[Saved entries]
((

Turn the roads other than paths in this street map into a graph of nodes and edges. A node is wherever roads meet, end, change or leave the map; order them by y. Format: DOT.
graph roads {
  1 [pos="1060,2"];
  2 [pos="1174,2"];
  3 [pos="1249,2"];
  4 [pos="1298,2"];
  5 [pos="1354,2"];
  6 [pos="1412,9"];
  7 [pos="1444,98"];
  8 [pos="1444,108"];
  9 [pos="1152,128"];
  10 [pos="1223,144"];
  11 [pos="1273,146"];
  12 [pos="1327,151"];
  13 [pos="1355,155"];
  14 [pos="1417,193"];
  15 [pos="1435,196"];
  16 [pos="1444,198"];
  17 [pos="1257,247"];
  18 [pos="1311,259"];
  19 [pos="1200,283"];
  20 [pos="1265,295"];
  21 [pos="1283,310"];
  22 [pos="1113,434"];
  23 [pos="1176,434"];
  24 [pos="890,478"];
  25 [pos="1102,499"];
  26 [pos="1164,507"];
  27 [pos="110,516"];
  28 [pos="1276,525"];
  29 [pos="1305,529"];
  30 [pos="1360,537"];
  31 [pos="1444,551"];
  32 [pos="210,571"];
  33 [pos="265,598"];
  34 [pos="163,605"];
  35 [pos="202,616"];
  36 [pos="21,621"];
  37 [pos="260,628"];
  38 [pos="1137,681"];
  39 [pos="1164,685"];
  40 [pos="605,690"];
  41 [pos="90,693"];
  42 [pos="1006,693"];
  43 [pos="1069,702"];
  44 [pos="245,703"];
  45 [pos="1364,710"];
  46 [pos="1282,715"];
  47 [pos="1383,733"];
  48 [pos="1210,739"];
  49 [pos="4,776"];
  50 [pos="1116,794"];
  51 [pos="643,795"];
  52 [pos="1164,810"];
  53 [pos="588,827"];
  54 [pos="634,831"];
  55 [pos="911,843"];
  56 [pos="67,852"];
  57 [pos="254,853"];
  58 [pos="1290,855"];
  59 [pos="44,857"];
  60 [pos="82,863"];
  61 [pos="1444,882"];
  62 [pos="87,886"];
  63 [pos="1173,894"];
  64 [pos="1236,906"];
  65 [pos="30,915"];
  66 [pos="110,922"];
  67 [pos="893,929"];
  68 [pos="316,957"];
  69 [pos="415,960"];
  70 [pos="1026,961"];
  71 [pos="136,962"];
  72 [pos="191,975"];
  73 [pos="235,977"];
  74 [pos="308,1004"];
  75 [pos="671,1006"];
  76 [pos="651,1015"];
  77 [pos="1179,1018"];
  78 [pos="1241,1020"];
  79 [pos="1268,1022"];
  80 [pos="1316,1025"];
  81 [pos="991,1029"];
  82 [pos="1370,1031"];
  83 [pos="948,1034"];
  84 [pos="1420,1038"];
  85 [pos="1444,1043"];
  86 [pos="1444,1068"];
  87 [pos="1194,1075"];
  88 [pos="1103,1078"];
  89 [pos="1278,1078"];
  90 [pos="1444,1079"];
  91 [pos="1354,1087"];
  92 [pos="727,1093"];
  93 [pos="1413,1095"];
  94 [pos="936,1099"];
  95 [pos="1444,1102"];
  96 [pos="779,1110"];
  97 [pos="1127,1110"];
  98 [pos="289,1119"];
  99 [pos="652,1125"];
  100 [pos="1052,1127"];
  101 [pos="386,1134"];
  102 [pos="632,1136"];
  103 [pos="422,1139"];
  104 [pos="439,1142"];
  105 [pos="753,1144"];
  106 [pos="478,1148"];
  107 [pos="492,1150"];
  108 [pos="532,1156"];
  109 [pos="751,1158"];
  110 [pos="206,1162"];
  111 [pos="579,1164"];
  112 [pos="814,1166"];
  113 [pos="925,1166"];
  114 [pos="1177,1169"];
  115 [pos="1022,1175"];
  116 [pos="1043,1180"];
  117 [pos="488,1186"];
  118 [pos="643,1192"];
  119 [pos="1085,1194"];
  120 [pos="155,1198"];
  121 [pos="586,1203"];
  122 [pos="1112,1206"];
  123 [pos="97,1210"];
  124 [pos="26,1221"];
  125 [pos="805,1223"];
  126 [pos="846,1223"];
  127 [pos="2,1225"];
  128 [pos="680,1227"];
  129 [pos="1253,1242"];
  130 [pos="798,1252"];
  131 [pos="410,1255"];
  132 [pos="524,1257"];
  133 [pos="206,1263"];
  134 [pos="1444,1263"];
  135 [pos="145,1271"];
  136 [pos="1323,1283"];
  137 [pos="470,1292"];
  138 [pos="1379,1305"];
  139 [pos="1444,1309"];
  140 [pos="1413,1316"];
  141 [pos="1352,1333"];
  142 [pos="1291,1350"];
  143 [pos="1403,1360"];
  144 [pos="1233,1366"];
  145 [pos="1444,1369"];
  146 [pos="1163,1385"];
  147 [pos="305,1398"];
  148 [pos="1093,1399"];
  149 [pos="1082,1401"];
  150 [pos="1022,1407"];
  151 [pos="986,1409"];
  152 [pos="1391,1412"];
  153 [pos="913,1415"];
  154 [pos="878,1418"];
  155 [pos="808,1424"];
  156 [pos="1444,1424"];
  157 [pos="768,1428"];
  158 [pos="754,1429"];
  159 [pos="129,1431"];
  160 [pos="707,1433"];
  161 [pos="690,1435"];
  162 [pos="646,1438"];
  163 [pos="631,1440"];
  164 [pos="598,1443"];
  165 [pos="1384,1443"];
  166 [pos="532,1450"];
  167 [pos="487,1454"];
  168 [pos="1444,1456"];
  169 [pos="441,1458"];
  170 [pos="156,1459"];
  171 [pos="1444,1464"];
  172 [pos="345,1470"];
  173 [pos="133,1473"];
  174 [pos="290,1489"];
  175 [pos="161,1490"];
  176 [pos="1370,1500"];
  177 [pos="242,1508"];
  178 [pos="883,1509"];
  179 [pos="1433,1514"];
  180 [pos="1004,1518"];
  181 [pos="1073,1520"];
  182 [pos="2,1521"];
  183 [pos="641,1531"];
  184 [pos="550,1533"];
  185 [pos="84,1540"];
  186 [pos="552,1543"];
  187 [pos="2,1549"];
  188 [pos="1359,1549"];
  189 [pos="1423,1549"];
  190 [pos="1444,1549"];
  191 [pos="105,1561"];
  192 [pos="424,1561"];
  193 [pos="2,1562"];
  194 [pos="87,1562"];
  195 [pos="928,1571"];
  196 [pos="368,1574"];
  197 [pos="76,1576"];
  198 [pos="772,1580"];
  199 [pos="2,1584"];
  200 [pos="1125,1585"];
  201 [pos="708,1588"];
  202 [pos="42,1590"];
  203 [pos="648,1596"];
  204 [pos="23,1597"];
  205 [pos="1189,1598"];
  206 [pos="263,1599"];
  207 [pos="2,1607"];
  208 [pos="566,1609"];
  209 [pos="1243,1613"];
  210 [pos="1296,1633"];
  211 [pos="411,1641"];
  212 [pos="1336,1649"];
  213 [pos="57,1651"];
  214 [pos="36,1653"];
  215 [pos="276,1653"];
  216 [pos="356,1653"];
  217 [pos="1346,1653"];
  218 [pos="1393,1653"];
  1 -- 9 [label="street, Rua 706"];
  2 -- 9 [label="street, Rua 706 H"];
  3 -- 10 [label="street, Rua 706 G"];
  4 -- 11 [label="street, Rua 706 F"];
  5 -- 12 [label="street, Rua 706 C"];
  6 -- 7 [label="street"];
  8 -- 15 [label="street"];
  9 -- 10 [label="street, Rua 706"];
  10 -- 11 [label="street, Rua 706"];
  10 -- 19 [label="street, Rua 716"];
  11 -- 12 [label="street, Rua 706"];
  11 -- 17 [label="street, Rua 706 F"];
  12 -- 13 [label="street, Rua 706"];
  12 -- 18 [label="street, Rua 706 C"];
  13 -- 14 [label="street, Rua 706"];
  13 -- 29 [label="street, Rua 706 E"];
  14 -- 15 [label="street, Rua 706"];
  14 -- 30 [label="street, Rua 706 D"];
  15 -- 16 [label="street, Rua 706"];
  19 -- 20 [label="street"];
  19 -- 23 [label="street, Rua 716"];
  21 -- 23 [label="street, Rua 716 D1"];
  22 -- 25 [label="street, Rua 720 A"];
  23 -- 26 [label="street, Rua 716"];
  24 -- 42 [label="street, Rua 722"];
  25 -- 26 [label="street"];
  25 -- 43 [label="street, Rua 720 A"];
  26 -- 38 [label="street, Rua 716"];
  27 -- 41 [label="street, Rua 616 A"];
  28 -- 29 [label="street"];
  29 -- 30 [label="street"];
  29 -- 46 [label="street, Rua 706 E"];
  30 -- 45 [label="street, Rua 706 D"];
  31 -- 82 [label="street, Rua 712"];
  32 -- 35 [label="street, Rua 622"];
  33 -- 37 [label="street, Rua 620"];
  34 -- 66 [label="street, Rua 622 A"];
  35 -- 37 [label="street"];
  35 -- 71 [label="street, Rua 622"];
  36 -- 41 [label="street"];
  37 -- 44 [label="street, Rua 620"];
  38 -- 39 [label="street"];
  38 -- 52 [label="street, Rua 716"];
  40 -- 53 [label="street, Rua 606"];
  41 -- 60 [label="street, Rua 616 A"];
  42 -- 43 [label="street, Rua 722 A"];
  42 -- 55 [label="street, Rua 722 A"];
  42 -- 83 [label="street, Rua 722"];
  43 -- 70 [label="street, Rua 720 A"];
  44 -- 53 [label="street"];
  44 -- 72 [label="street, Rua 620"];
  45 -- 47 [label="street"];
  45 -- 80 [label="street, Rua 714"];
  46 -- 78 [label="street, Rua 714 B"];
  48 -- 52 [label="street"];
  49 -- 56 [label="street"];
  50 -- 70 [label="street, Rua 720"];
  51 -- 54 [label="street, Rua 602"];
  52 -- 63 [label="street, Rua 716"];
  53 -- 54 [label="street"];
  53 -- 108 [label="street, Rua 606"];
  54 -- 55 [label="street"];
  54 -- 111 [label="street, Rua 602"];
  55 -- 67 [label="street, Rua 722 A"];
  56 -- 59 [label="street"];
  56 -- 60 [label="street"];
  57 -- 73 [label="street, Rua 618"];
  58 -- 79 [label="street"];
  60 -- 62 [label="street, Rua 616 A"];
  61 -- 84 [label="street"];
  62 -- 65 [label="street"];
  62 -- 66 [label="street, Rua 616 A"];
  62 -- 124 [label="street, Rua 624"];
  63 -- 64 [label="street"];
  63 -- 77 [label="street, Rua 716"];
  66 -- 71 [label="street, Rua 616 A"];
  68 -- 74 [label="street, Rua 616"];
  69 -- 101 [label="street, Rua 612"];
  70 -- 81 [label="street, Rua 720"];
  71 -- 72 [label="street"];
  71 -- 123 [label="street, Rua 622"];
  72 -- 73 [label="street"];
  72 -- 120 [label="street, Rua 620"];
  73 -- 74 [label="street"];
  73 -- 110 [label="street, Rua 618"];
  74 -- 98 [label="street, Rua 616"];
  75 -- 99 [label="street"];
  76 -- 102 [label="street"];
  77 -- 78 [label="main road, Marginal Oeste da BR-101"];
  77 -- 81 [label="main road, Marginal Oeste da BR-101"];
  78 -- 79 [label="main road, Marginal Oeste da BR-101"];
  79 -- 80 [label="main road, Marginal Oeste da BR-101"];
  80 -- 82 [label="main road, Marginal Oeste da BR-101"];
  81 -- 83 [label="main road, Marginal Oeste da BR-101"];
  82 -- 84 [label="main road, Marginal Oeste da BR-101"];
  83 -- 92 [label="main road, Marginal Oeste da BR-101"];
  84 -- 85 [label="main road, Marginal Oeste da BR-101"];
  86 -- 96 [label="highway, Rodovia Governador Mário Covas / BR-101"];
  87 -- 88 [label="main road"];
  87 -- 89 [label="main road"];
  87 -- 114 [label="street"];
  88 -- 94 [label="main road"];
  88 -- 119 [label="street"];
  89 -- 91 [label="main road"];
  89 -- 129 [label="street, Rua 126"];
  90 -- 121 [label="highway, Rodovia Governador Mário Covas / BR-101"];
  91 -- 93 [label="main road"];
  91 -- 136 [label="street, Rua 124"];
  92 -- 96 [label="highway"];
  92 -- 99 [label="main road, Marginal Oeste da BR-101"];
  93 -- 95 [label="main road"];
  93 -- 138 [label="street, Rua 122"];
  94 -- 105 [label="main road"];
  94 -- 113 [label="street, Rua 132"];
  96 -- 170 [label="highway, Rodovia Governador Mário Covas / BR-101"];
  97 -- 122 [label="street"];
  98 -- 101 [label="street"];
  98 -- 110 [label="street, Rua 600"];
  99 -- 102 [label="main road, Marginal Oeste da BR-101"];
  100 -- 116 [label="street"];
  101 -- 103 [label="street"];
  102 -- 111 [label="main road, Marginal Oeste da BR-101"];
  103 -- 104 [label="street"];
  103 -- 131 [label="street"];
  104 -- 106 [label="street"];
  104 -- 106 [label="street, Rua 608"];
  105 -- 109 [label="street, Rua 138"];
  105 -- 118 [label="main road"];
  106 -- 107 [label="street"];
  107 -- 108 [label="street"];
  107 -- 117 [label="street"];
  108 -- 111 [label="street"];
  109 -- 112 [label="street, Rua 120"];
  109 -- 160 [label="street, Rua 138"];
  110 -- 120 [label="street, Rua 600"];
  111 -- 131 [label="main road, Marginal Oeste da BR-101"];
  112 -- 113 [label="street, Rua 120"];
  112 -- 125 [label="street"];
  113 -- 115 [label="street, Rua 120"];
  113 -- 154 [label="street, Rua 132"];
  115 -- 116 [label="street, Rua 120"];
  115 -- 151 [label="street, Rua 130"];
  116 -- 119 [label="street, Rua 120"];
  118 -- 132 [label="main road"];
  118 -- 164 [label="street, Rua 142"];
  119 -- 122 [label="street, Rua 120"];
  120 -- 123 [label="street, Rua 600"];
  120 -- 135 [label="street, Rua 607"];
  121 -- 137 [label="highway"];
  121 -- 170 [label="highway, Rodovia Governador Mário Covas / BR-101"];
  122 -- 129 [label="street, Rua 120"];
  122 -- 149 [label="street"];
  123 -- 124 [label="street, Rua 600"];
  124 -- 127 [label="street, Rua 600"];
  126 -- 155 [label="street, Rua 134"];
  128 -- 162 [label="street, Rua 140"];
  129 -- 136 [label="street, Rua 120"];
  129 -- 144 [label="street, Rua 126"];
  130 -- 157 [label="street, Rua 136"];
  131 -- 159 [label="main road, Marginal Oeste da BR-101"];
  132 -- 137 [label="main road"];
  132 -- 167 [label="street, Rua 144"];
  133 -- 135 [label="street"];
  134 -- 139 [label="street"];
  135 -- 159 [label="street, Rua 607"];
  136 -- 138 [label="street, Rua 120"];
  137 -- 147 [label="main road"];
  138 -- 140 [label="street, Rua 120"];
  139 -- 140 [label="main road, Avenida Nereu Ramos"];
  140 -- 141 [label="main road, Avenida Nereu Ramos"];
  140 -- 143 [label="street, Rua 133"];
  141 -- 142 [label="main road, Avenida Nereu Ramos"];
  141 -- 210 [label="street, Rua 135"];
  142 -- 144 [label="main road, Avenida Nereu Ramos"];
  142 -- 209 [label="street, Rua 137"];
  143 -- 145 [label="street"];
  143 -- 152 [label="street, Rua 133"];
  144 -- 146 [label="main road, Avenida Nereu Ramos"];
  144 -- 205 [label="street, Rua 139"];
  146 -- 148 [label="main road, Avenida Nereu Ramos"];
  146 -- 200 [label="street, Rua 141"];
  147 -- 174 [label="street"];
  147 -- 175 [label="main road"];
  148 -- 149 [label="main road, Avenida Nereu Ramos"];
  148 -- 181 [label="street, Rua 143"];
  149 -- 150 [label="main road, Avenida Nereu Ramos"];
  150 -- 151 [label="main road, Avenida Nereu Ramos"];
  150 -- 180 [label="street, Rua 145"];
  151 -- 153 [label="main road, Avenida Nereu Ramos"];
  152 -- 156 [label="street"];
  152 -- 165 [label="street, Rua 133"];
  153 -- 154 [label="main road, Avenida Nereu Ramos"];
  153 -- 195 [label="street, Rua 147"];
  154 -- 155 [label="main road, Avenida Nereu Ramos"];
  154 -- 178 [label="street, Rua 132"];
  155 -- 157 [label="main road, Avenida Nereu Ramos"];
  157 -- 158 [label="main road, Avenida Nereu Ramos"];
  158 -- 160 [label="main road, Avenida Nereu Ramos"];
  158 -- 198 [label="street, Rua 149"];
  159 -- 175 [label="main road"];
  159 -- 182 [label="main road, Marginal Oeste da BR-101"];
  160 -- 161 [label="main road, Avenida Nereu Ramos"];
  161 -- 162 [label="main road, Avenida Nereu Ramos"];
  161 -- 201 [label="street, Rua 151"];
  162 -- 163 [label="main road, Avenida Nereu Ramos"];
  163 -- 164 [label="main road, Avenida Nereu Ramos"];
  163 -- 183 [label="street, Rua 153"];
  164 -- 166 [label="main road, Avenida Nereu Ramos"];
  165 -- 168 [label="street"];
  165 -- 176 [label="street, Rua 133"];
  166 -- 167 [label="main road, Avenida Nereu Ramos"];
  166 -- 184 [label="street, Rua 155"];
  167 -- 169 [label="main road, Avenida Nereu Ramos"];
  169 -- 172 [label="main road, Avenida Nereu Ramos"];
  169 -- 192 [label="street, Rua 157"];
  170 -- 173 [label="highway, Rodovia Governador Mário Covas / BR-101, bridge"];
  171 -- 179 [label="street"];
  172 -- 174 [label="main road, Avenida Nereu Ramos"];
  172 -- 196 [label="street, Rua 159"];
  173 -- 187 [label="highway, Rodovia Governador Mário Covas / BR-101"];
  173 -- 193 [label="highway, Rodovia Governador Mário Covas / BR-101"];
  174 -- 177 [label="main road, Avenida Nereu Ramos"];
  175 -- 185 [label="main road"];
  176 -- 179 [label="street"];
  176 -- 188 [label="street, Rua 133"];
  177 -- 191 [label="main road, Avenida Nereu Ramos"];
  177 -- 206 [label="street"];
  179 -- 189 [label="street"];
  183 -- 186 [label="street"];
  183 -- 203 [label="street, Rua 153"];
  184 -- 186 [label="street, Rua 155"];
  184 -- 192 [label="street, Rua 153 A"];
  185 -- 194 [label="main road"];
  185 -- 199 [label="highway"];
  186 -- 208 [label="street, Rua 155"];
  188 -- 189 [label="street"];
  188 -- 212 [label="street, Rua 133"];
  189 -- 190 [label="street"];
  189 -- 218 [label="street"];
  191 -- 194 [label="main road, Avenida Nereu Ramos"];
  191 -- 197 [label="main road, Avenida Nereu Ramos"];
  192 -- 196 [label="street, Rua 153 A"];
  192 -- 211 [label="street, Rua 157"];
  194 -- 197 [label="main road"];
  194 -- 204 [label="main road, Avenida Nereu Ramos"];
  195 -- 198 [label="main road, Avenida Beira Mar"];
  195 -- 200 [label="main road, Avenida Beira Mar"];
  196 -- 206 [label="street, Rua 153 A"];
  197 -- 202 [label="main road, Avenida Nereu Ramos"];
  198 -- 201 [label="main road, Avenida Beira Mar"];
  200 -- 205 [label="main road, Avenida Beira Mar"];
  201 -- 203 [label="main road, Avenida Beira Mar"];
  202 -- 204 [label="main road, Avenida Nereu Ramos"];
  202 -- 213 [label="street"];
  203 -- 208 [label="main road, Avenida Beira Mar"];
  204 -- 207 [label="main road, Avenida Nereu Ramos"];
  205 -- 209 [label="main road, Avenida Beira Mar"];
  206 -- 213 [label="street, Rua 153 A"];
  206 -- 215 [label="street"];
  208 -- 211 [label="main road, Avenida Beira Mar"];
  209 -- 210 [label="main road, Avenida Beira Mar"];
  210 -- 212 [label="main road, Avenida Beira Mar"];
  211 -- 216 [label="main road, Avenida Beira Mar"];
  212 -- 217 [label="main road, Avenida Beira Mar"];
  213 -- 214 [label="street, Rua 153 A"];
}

))

Find the string "Rodovia" in the records, then copy each line where it occurs.

[Answer]
  86 -- 96 [label="highway, Rodovia Governador Mário Covas / BR-101"];
  90 -- 121 [label="highway, Rodovia Governador Mário Covas / BR-101"];
  96 -- 170 [label="highway, Rodovia Governador Mário Covas / BR-101"];
  121 -- 170 [label="highway, Rodovia Governador Mário Covas / BR-101"];
  170 -- 173 [label="highway, Rodovia Governador Mário Covas / BR-101, bridge"];
  173 -- 187 [label="highway, Rodovia Governador Mário Covas / BR-101"];
  173 -- 193 [label="highway, Rodovia Governador Mário Covas / BR-101"];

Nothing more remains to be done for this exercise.